Monticelli Ripa d’Oglio, un minuscolo paese addossato alle rive dell’Oglio, parte integrante della parrocchia di Isola Dovarese, nel nord-est della nostra Provincia. Qui sorge, addossata ad un immobile di proprietà delle famiglie Arvedi-Buschini, una chiesetta, fortemente rimaneggiata nei sec. XVIII e XIX, che conserva intatta nella zona absidale la struttura originaria.
Proprio nell’abside è presente un affresco che raffigura la Crocifissione con il Cristo in Croce attorniato a destra dall’Apostolo S. Giovanni, a sinistra dalla Vergine e ai piedi, nell’atto di abbracciare la Croce, Maria Maddalena.
L’affresco versava in gravi condizioni conservative, a motivo di un quadro fessurativo che lo interessava soprattutto verticalmente e per la risalita di umidità che ne pregiudicava la sopravvivenza. La lettura risultava difficoltosa per il sollevamento e la perdita del film pittorico e per alcune ridipinture che non permettevano di coglierne tutta la valenza religiosa ed artistica. Grazie all’interessamento delle sorelle Buschini, signore Luciana e Mirella e dei rispettivi mariti, Cav. Giovanni Arvedi e dott. Marcello Caldonazzo, ne è stato deciso il recupero, affidando al restauratore bergamasco Paolo Bonomi e all’Arch. Fabio Bosio la realizzazione del progetto, approvato dalla Soprintendenza di Brescia.
Il sapiente intervento di restauro, unito all’attenzione per risolvere il problema dell’umidità, ha permesso alcune interessanti scoperte che, unite alla ricerca storica sulla Chiesa, gettano nuova luce sull’importanza di questa realtà.
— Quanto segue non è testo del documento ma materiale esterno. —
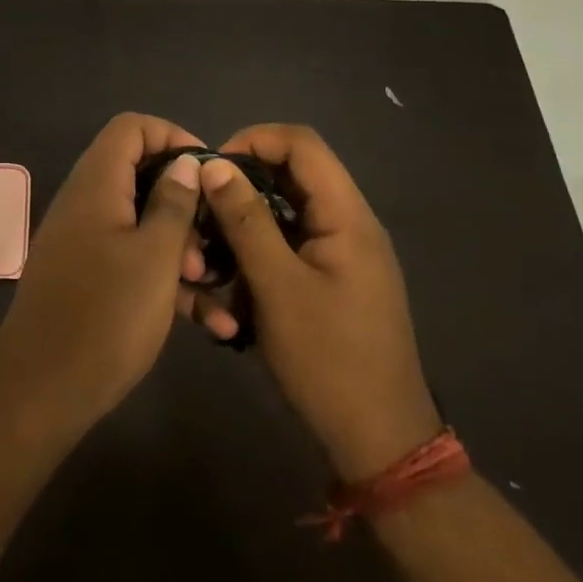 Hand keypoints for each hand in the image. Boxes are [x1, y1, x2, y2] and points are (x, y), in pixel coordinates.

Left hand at [0, 114, 204, 439]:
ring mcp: (83, 242)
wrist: (40, 393)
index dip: (173, 137)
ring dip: (182, 249)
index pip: (131, 128)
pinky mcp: (86, 278)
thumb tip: (185, 163)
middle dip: (185, 203)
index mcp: (96, 185)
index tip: (210, 172)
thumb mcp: (154, 257)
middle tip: (215, 238)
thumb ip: (173, 203)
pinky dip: (165, 281)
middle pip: (140, 175)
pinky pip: (131, 261)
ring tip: (214, 287)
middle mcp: (86, 204)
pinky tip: (210, 323)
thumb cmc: (106, 317)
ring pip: (141, 224)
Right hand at [183, 124, 440, 479]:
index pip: (301, 143)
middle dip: (242, 188)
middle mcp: (349, 224)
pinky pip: (290, 246)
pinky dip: (258, 255)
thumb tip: (213, 165)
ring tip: (211, 254)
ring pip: (285, 214)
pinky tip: (232, 287)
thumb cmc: (329, 360)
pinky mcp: (333, 280)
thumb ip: (245, 221)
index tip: (211, 169)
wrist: (379, 441)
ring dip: (245, 226)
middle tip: (203, 213)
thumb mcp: (277, 287)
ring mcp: (342, 254)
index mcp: (347, 215)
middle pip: (291, 176)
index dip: (253, 140) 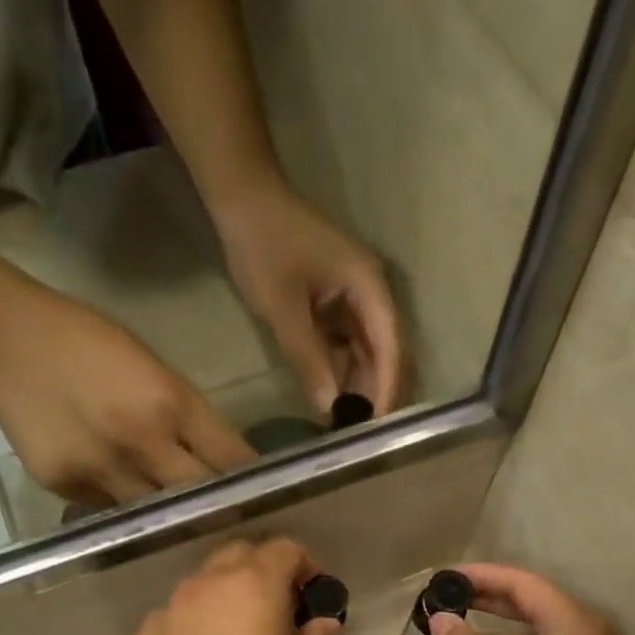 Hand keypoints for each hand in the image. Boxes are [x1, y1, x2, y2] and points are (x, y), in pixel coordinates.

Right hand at [0, 283, 254, 505]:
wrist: (3, 337)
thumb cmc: (87, 339)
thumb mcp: (153, 366)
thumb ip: (188, 416)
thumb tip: (219, 460)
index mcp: (170, 403)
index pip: (229, 459)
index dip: (250, 482)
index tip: (265, 497)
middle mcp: (140, 443)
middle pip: (197, 496)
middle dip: (217, 509)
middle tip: (231, 521)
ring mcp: (100, 470)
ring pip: (153, 514)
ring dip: (170, 516)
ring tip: (181, 522)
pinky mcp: (64, 486)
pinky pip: (109, 510)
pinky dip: (123, 507)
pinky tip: (123, 498)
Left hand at [104, 539, 343, 634]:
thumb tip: (322, 621)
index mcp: (249, 591)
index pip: (282, 549)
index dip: (305, 565)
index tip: (312, 594)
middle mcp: (196, 591)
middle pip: (233, 558)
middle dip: (259, 575)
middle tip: (273, 616)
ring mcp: (153, 620)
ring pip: (193, 597)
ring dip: (216, 610)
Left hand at [214, 177, 406, 414]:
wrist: (243, 198)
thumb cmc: (264, 246)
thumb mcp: (283, 308)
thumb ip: (308, 358)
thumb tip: (330, 407)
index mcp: (370, 287)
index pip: (391, 347)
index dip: (388, 388)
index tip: (380, 427)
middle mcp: (372, 294)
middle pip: (387, 352)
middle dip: (378, 393)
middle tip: (364, 436)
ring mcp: (355, 299)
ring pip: (368, 353)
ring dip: (359, 386)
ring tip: (348, 424)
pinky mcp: (337, 304)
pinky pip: (348, 345)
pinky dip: (342, 371)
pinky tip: (332, 398)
Anzitutto il recupero dell’affresco pienamente conservato quasi integralmente si presenta lacunoso nei lati oggi dimostra la sua straordinaria bellezza, con il viso degli Angeli, in alto, ai lati della Croce, la drammaticità dei volti della Vergine e di S. Giovanni, la bellezza della chioma bionda della Maddalena: tutto fa pensare a Bonifacio Bembo, anche per la data, ripetuta due volte, del 1468, anche se un’interpretazione più corretta verrà data dal prof. Mauro Lucco, probabilmente il maggior esperto della pittura italiana del ‘400.
Al di sotto dell’affresco centrale una scritta recante i nomi di alcuni religiosi, sotto la quale lacerti di affresco che fanno pensare al Natale: Incarnazione e Crocifissione i temi centrali raffigurati in abside.
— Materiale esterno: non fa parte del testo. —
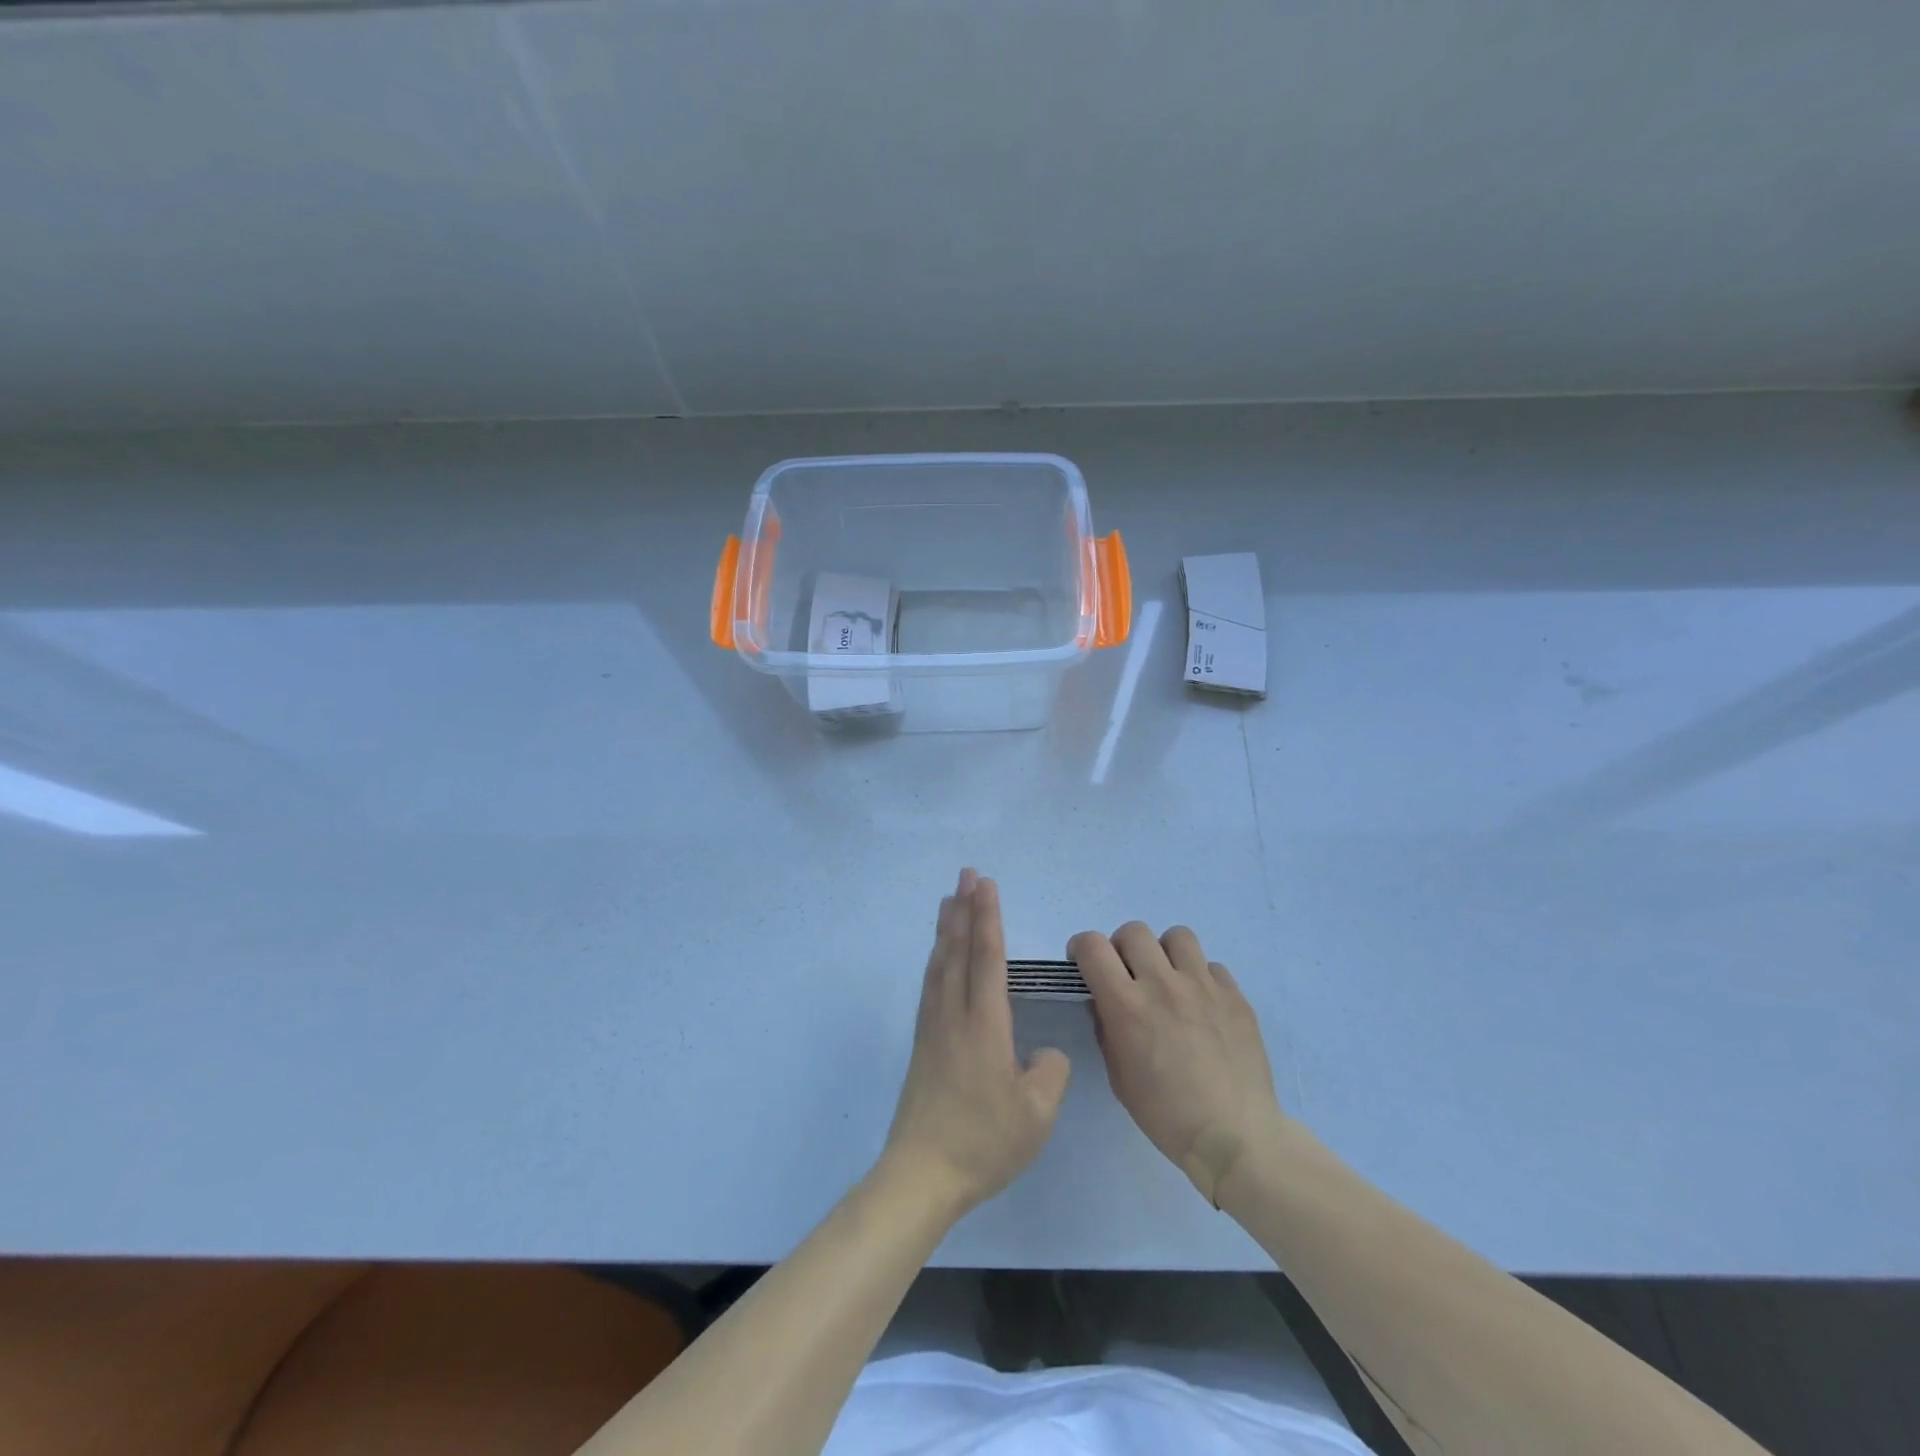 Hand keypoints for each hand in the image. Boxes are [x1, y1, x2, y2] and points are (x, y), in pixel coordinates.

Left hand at [883, 870, 1070, 1212]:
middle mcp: (954, 1015)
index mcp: (984, 1024)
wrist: (922, 1174)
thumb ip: (1049, 1073)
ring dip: (947, 928)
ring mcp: (933, 1028)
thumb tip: (1041, 1053)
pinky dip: (936, 958)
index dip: (989, 918)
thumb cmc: (984, 1142)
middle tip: (966, 874)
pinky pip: (931, 984)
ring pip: (940, 964)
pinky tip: (938, 956)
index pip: (988, 958)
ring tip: (949, 900)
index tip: (986, 884)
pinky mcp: (923, 1044)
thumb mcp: (1037, 1114)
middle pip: (959, 950)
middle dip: (965, 909)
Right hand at [1069, 922, 1286, 1205]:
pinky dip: (1201, 978)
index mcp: (1126, 1004)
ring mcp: (1203, 985)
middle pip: (1134, 931)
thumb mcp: (1118, 1075)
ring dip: (1165, 953)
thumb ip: (1106, 1028)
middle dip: (1122, 947)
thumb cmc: (1165, 1114)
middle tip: (1128, 974)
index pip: (1092, 946)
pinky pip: (1212, 966)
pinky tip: (1203, 1005)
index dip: (1082, 948)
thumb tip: (1104, 1002)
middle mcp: (1162, 983)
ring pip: (1177, 936)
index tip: (1085, 964)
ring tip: (1169, 979)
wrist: (1234, 1136)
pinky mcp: (1235, 995)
Poiché durante i lavori, a ponteggio installato, le volte erano a portata di mano, si sono eseguiti alcuni saggi stratigrafici: al di sotto di una recente ridipintura brunastra è comparsa una decorazione che fa riferimento allo stemma dei monaci olivetani, come richiamato anche da una lapide posta sul pavimento, posteriormente all’altare maggiore. È iniziata una ricerca storica che, pur da approfondire, mette in risalto l’importanza di questa chiesa tra il Trecento e il Quattrocento. Infatti dall’archivio degli Olivetani di Monte Olivero Maggiore risulta che anticamente la chiesa era annessa ad un monastero abitato da monache benedettine: l’attuale immobile col grazioso parco degradante verso l’Oglio è da far interagire con l’antico monastero. Successivamente, nel 1487, la pieve di S. Maria così recita l’antica denominazione - , su istanza del Commendario Giovanni Antonio, Vescovo di Alessandria, fu unita al monastero olivetano di S. Giovanni del Deserto in Grontardo (Cremona), da Papa Innocenzo VIII. Ne consegue che le volte e la pavimentazione, che recano lo stemma degli Olivetani, vennero realizzati dopo l’affresco absidale della Crocifissione e del Natale.
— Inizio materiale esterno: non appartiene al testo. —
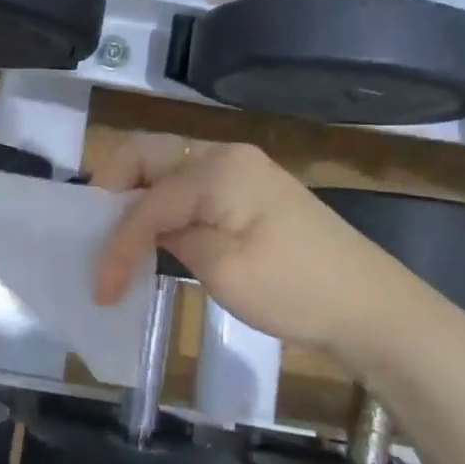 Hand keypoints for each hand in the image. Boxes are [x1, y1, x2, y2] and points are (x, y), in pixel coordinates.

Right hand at [90, 134, 414, 354]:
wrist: (372, 308)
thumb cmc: (295, 288)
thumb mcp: (222, 268)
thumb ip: (170, 239)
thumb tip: (144, 233)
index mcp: (217, 169)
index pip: (146, 201)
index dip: (114, 243)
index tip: (98, 287)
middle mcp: (224, 155)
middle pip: (146, 157)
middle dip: (111, 192)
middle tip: (91, 234)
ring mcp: (239, 171)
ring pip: (165, 170)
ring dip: (134, 198)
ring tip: (115, 239)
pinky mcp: (248, 192)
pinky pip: (188, 188)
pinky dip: (162, 207)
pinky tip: (154, 237) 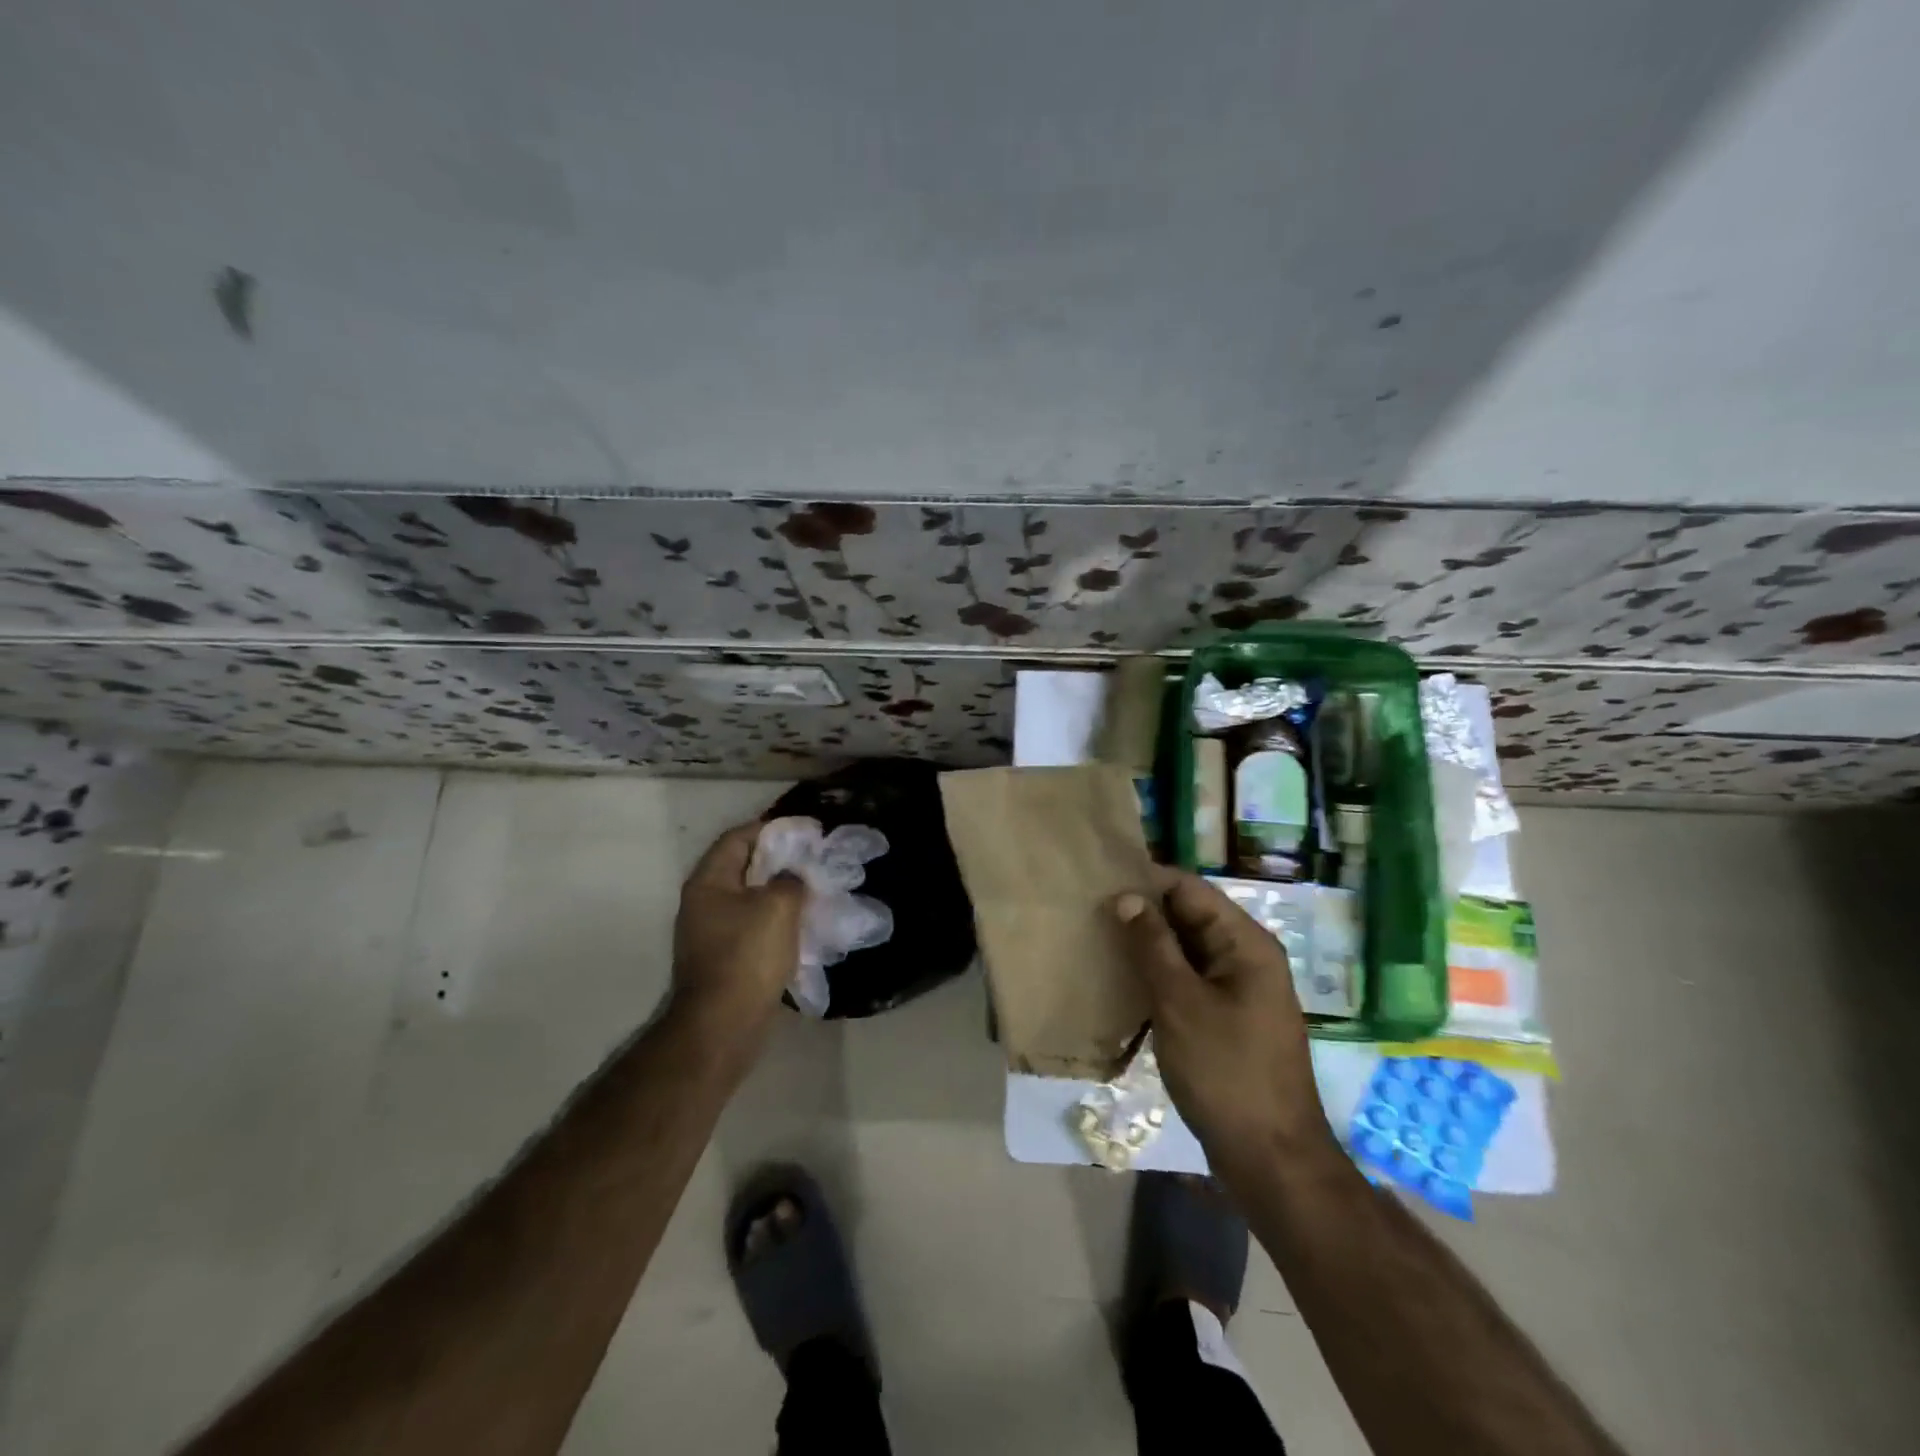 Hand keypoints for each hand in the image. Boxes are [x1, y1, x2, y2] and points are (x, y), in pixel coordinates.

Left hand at [671, 821, 805, 1042]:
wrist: (724, 1025)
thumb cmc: (748, 956)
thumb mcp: (779, 906)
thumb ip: (790, 879)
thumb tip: (792, 877)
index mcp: (708, 883)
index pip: (737, 838)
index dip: (770, 829)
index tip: (803, 831)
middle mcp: (703, 903)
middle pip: (742, 868)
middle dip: (778, 861)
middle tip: (811, 859)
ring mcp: (710, 933)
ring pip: (749, 899)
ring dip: (778, 892)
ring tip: (812, 890)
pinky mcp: (723, 959)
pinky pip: (751, 926)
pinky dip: (775, 920)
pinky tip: (800, 925)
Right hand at [1114, 870, 1335, 1165]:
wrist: (1271, 1159)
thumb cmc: (1225, 1073)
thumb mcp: (1180, 1003)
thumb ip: (1153, 945)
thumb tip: (1127, 897)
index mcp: (1246, 943)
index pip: (1190, 889)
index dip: (1146, 881)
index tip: (1099, 883)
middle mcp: (1247, 957)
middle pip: (1189, 917)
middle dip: (1143, 914)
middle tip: (1089, 913)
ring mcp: (1240, 990)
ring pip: (1187, 950)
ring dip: (1148, 947)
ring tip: (1098, 942)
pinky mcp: (1228, 1019)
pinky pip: (1190, 981)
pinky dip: (1159, 976)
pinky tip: (1123, 982)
Una piccola comunità di monaci olivetani si stabilì a Monticelli solo verso la fine del Cinquecento. Il convento subì diverse situazioni: chiuso nel 1652, venne riaperto nel 1671; venne soppresso definitivamente nel 1773, quando passò alla realtà diocesana cremonese.
L’importanza di queste scoperte va perseguita: sempre grazie al mecenatismo delle famiglie Arvedi Buschini Caldonazzo si inoltrerà alla competente Soprintendenza la richiesta di “riscoprire” anche le volte: con lo studio del prof. Mauro Lucco, un’interpretazione precisa della scritta e le indagini sui materiali che verranno eseguite si tenterà di gettare luce nuova e di approfondire ulteriormente l’importanza anzitutto religiosa, oltre che storico artistica, di questo importante lembo della nostra realtà Diocesana. A tutti i protagonisti, sponsor, restauratori e tecnici, al Parroco don Giulio Brambilla, il più sentito ringraziamento: pur in tempi “magri”, qualche elemento di speranza continua a farsi luce.